Items from a data source
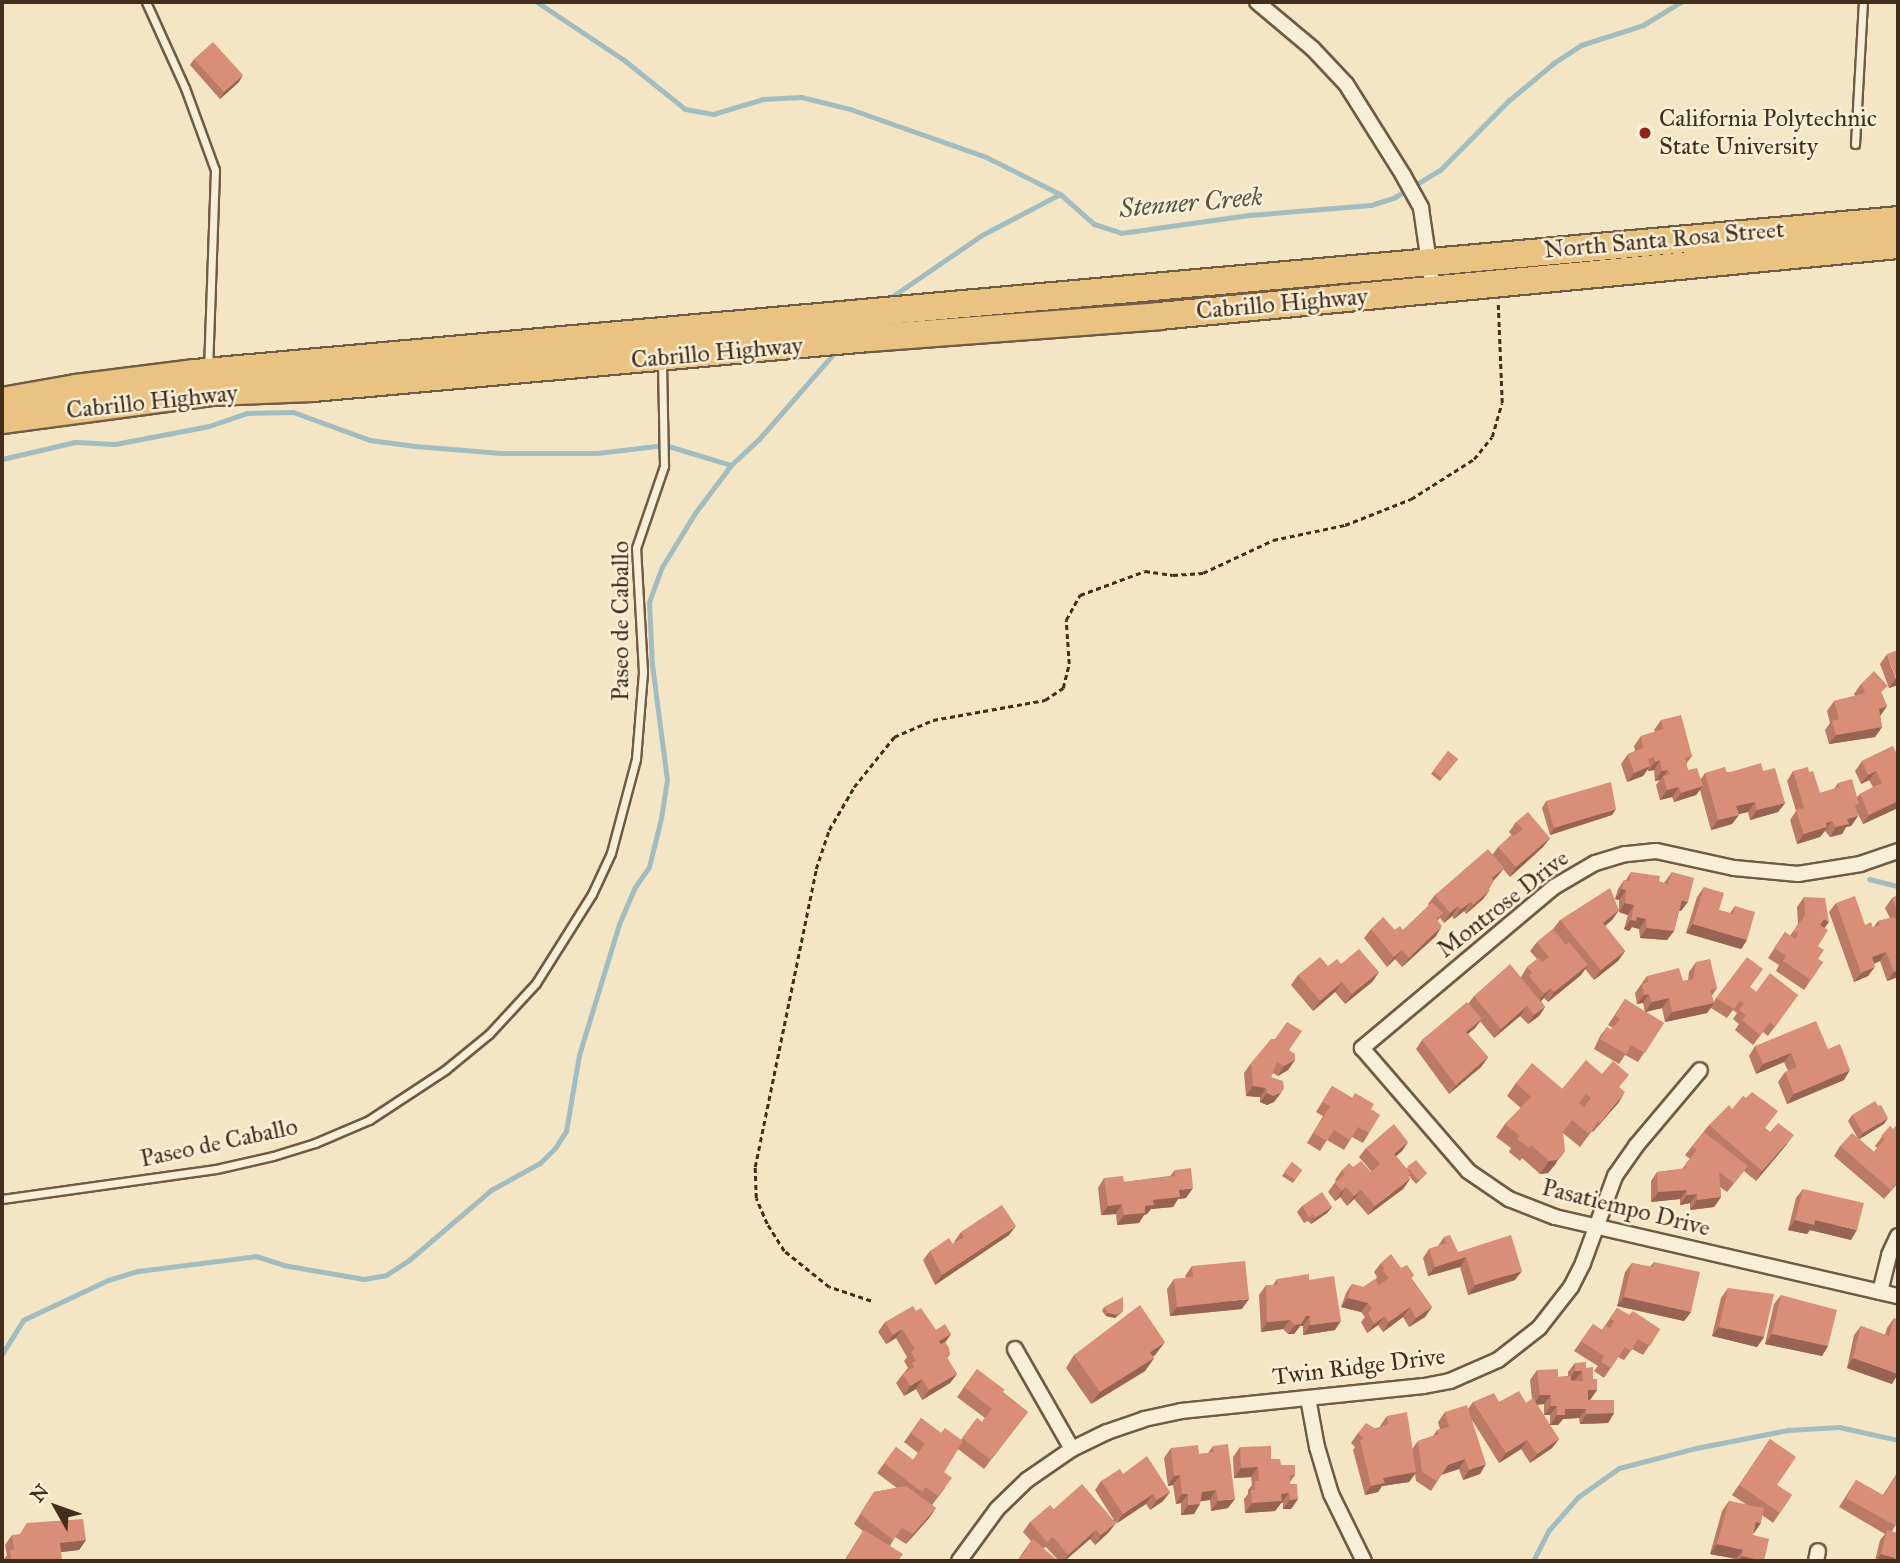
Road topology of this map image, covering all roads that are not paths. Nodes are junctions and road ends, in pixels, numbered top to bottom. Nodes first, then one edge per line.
1 (146, 2) edge
2 (1257, 2) edge
3 (1863, 2) edge
4 (1855, 144) dead end
5 (1898, 220) edge
6 (1898, 245) edge
7 (1430, 261) junction
8 (1433, 290) junction
9 (662, 359) junction
10 (208, 372) junction
11 (2, 401) edge
12 (2, 420) edge
13 (1898, 851) edge
14 (1363, 1048) joint
15 (1700, 1070) dead end
16 (2, 1199) edge
17 (1596, 1226) junction
18 (1898, 1236) edge
19 (1880, 1292) junction
20 (1898, 1296) edge
21 (1015, 1349) dead end
22 (1308, 1398) junction
23 (1073, 1449) junction
24 (959, 1561) edge
25 (1364, 1561) edge

1 - 10 lane
2 - 7 street
3 - 4 lane
5 - 7 highway, North Santa Rosa Street
6 - 8 highway, North Santa Rosa Street
7 - 8 street
7 - 10 highway, Cabrillo Highway
8 - 9 highway, Cabrillo Highway
9 - 12 highway, Cabrillo Highway
9 - 16 lane, Paseo de Caballo
10 - 11 highway, Cabrillo Highway
13 - 14 street, Montrose Drive
14 - 17 street, Pasatiempo Drive
15 - 17 street, Twin Ridge Drive
17 - 19 street, Pasatiempo Drive
17 - 22 street, Twin Ridge Drive
18 - 19 street
19 - 20 street, Pasatiempo Drive
21 - 23 street
22 - 23 street, Twin Ridge Drive
22 - 25 street
23 - 24 street, Twin Ridge Drive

## Task statement
Look through the records above for the string "highway", then copy every line that has it.

## Response to the task
5 - 7 highway, North Santa Rosa Street
6 - 8 highway, North Santa Rosa Street
7 - 10 highway, Cabrillo Highway
8 - 9 highway, Cabrillo Highway
9 - 12 highway, Cabrillo Highway
10 - 11 highway, Cabrillo Highway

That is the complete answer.